**Data provided**.

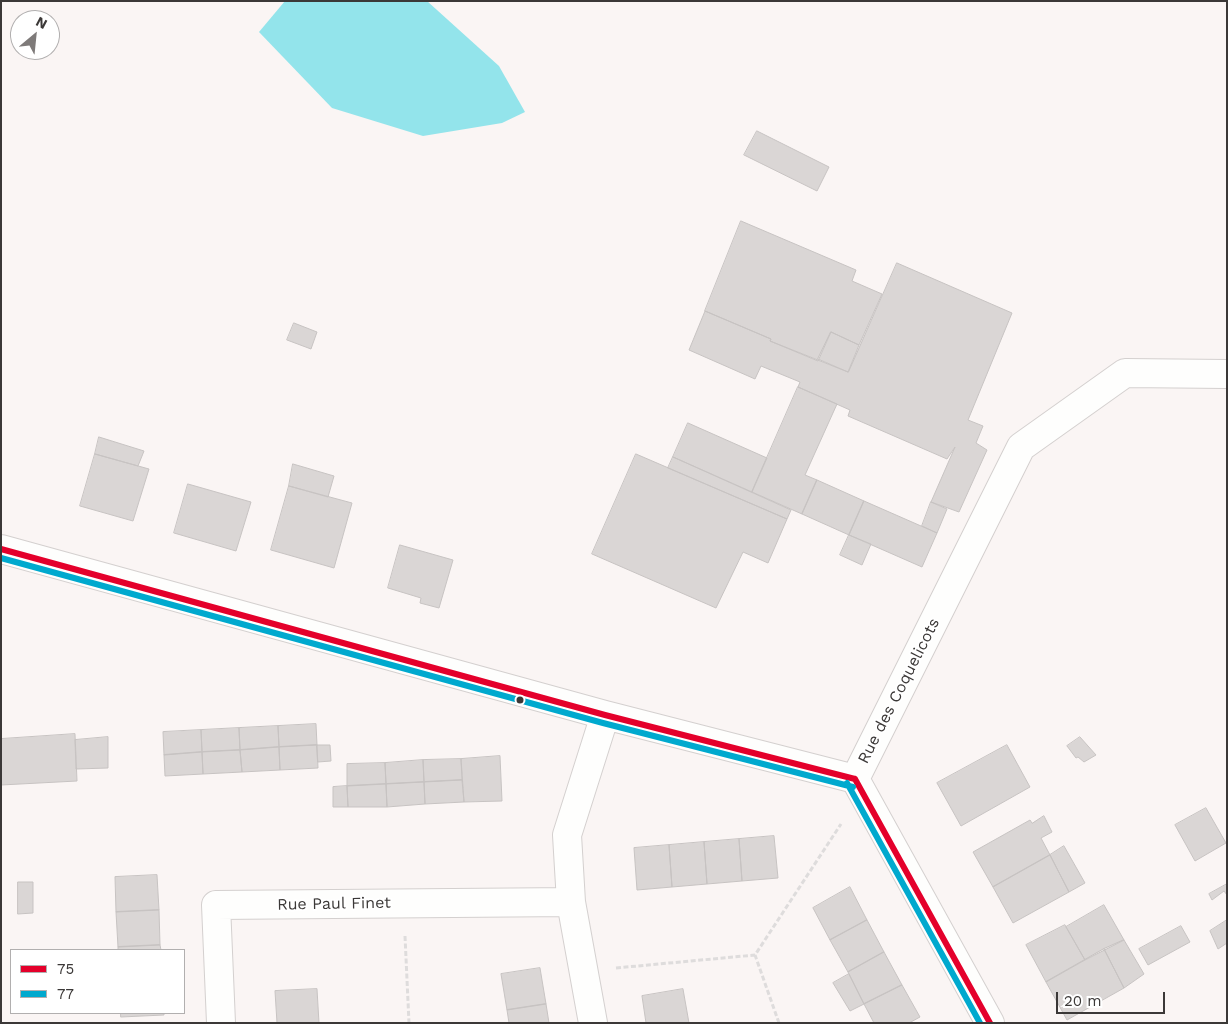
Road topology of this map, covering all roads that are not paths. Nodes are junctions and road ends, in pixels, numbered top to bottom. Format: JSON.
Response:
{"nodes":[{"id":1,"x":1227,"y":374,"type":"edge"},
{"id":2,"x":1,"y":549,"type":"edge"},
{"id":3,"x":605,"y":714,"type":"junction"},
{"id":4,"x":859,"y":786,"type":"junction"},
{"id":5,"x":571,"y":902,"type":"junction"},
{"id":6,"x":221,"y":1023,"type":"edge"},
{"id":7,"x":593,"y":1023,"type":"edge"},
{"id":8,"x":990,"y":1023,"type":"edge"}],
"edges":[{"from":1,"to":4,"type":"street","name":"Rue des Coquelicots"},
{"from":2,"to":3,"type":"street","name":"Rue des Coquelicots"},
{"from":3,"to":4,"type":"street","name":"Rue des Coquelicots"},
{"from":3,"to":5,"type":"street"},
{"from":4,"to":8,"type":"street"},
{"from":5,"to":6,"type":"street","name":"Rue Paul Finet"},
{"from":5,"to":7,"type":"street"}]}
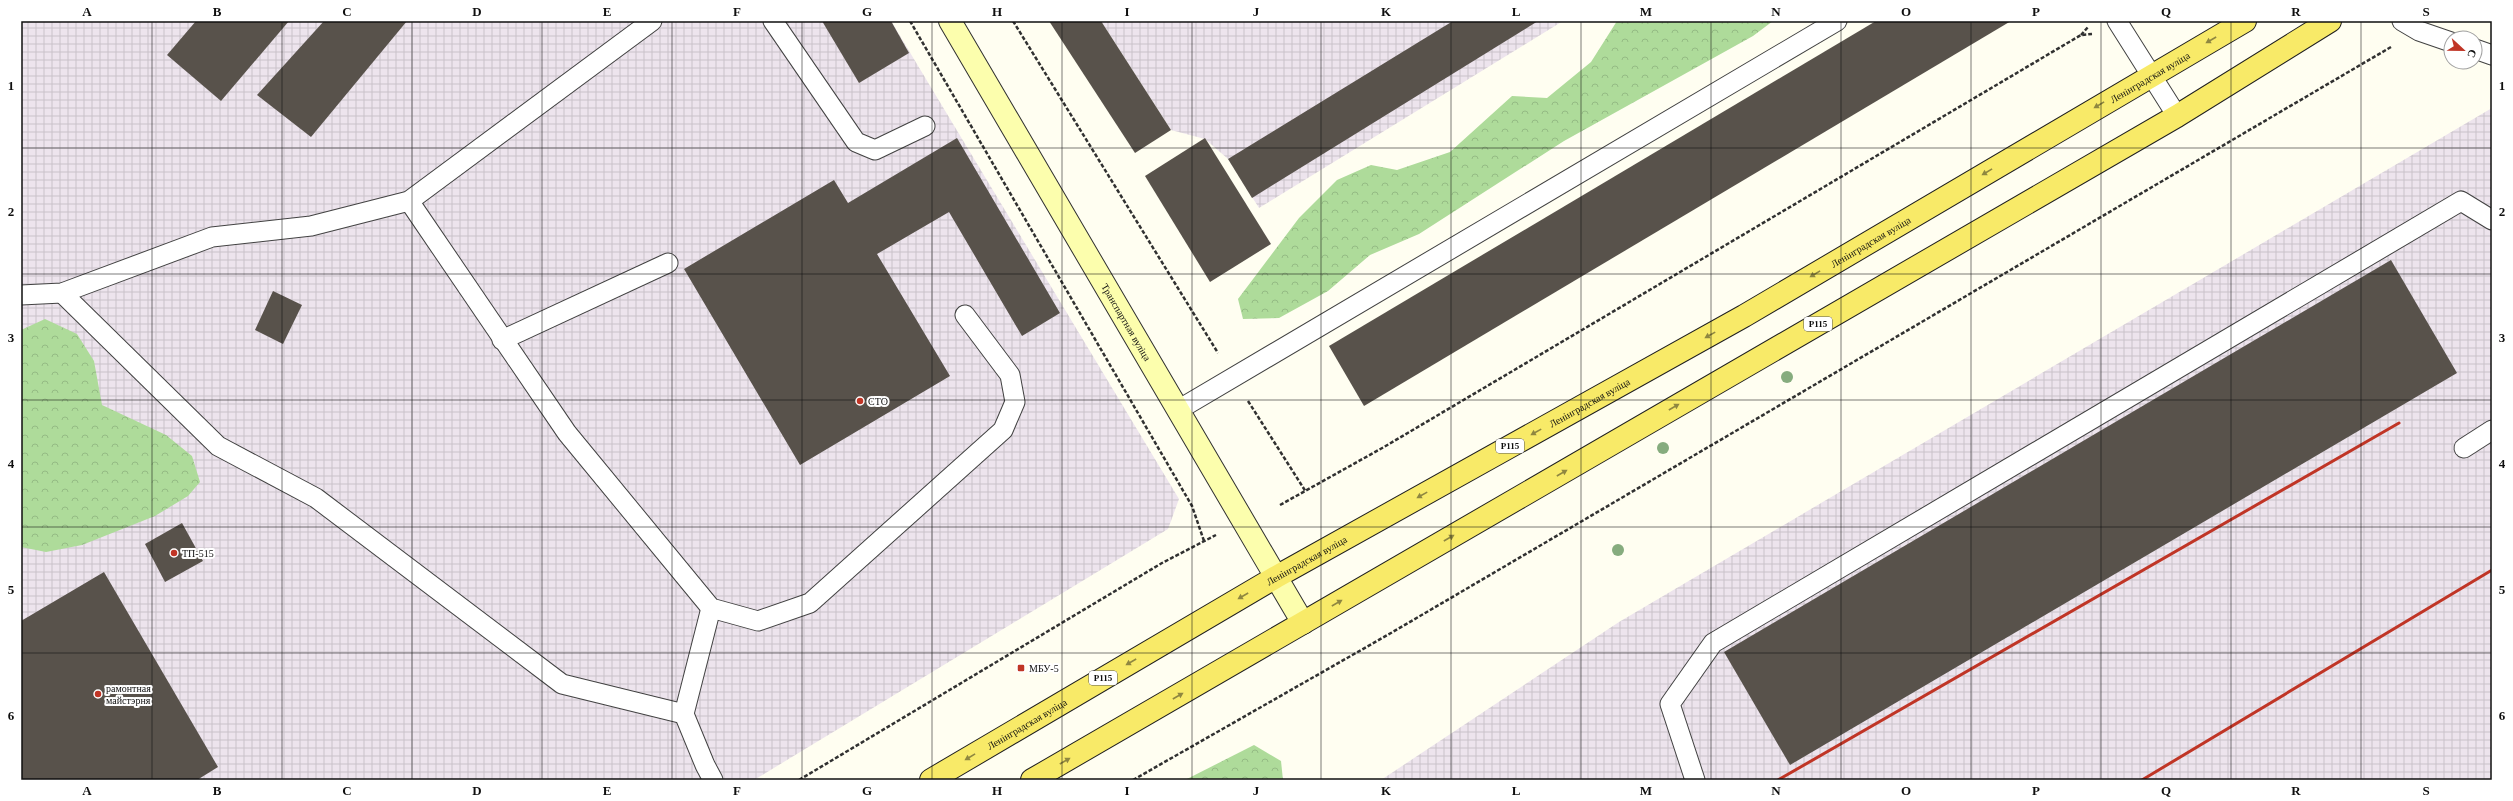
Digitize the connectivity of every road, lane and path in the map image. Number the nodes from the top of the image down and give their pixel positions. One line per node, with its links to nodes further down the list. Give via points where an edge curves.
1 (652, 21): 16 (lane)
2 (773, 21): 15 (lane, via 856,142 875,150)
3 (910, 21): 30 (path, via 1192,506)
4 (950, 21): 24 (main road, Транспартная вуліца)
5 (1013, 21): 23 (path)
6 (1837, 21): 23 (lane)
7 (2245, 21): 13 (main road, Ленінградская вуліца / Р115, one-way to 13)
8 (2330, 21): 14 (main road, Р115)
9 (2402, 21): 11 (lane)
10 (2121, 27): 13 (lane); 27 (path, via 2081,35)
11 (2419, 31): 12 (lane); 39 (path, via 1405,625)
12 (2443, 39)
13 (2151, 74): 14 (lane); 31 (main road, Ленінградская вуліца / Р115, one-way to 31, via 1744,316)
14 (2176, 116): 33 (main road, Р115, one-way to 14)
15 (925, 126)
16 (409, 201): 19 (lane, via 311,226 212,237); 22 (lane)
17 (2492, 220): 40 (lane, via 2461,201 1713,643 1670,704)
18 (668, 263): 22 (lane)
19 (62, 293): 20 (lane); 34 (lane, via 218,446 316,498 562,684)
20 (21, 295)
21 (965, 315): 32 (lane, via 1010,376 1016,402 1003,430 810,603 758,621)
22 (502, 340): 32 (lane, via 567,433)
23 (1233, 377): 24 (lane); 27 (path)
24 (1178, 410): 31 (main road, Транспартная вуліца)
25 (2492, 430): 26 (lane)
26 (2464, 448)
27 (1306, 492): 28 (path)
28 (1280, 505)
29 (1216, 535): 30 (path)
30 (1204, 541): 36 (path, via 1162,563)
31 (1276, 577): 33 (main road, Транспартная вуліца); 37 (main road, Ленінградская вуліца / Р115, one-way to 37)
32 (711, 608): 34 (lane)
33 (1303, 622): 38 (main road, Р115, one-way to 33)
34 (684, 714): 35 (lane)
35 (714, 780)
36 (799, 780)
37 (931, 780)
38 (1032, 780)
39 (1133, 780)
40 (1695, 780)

**What the task requires**. Where in the records above does the word "Coquelicots" appear? Copy each line that holds it.

**Exercise answer**.
"edges":[{"from":1,"to":4,"type":"street","name":"Rue des Coquelicots"},
{"from":2,"to":3,"type":"street","name":"Rue des Coquelicots"},
{"from":3,"to":4,"type":"street","name":"Rue des Coquelicots"},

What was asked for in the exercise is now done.